What you are asked to do: Exactly as written, return every line of the data below.

------------------------

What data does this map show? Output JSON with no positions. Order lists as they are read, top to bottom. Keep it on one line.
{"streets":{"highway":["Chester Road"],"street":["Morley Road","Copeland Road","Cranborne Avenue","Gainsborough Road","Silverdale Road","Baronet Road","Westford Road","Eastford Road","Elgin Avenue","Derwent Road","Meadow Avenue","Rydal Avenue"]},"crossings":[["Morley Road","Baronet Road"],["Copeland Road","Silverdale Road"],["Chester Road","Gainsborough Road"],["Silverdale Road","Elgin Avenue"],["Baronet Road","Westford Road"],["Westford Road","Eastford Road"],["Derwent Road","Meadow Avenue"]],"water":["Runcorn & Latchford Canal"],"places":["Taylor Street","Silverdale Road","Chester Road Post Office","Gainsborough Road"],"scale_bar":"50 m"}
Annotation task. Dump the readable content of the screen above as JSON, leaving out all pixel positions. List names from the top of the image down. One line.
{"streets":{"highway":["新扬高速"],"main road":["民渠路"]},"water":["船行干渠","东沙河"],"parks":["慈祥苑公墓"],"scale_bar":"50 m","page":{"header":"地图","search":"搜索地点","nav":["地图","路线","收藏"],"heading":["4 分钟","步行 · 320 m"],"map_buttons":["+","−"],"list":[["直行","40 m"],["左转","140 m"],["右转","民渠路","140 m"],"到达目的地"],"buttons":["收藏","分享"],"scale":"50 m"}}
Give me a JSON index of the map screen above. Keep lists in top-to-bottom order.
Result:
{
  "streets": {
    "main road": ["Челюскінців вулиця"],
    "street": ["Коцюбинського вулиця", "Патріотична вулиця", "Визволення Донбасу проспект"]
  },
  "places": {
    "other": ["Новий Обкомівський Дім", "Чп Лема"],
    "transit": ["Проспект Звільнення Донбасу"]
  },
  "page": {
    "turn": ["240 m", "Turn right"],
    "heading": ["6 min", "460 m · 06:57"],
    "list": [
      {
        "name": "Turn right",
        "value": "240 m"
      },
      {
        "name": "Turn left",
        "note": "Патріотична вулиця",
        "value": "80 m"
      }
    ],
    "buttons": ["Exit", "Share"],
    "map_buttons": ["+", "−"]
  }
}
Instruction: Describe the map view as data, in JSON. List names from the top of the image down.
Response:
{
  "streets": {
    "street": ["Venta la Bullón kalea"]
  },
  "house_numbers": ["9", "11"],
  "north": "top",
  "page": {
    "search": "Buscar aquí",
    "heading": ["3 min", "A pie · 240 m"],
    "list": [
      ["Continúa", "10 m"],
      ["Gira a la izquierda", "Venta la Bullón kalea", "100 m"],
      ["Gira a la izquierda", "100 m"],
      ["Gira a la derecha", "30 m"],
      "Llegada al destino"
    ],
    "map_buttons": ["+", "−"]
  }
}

------------------------

Task result:
What data does this map show? Output JSON with no positions. Order lists as they are read, top to bottom. Keep it on one line.
{"streets":{"highway":["Chester Road"],"street":["Morley Road","Copeland Road","Cranborne Avenue","Gainsborough Road","Silverdale Road","Baronet Road","Westford Road","Eastford Road","Elgin Avenue","Derwent Road","Meadow Avenue","Rydal Avenue"]},"crossings":[["Morley Road","Baronet Road"],["Copeland Road","Silverdale Road"],["Chester Road","Gainsborough Road"],["Silverdale Road","Elgin Avenue"],["Baronet Road","Westford Road"],["Westford Road","Eastford Road"],["Derwent Road","Meadow Avenue"]],"water":["Runcorn & Latchford Canal"],"places":["Taylor Street","Silverdale Road","Chester Road Post Office","Gainsborough Road"],"scale_bar":"50 m"}
Annotation task. Dump the readable content of the screen above as JSON, leaving out all pixel positions. List names from the top of the image down. One line.
{"streets":{"highway":["新扬高速"],"main road":["民渠路"]},"water":["船行干渠","东沙河"],"parks":["慈祥苑公墓"],"scale_bar":"50 m","page":{"header":"地图","search":"搜索地点","nav":["地图","路线","收藏"],"heading":["4 分钟","步行 · 320 m"],"map_buttons":["+","−"],"list":[["直行","40 m"],["左转","140 m"],["右转","民渠路","140 m"],"到达目的地"],"buttons":["收藏","分享"],"scale":"50 m"}}
Give me a JSON index of the map screen above. Keep lists in top-to-bottom order.
Result:
{
  "streets": {
    "main road": ["Челюскінців вулиця"],
    "street": ["Коцюбинського вулиця", "Патріотична вулиця", "Визволення Донбасу проспект"]
  },
  "places": {
    "other": ["Новий Обкомівський Дім", "Чп Лема"],
    "transit": ["Проспект Звільнення Донбасу"]
  },
  "page": {
    "turn": ["240 m", "Turn right"],
    "heading": ["6 min", "460 m · 06:57"],
    "list": [
      {
        "name": "Turn right",
        "value": "240 m"
      },
      {
        "name": "Turn left",
        "note": "Патріотична вулиця",
        "value": "80 m"
      }
    ],
    "buttons": ["Exit", "Share"],
    "map_buttons": ["+", "−"]
  }
}
Instruction: Describe the map view as data, in JSON. List names from the top of the image down.
Response:
{
  "streets": {
    "street": ["Venta la Bullón kalea"]
  },
  "house_numbers": ["9", "11"],
  "north": "top",
  "page": {
    "search": "Buscar aquí",
    "heading": ["3 min", "A pie · 240 m"],
    "list": [
      ["Continúa", "10 m"],
      ["Gira a la izquierda", "Venta la Bullón kalea", "100 m"],
      ["Gira a la izquierda", "100 m"],
      ["Gira a la derecha", "30 m"],
      "Llegada al destino"
    ],
    "map_buttons": ["+", "−"]
  }
}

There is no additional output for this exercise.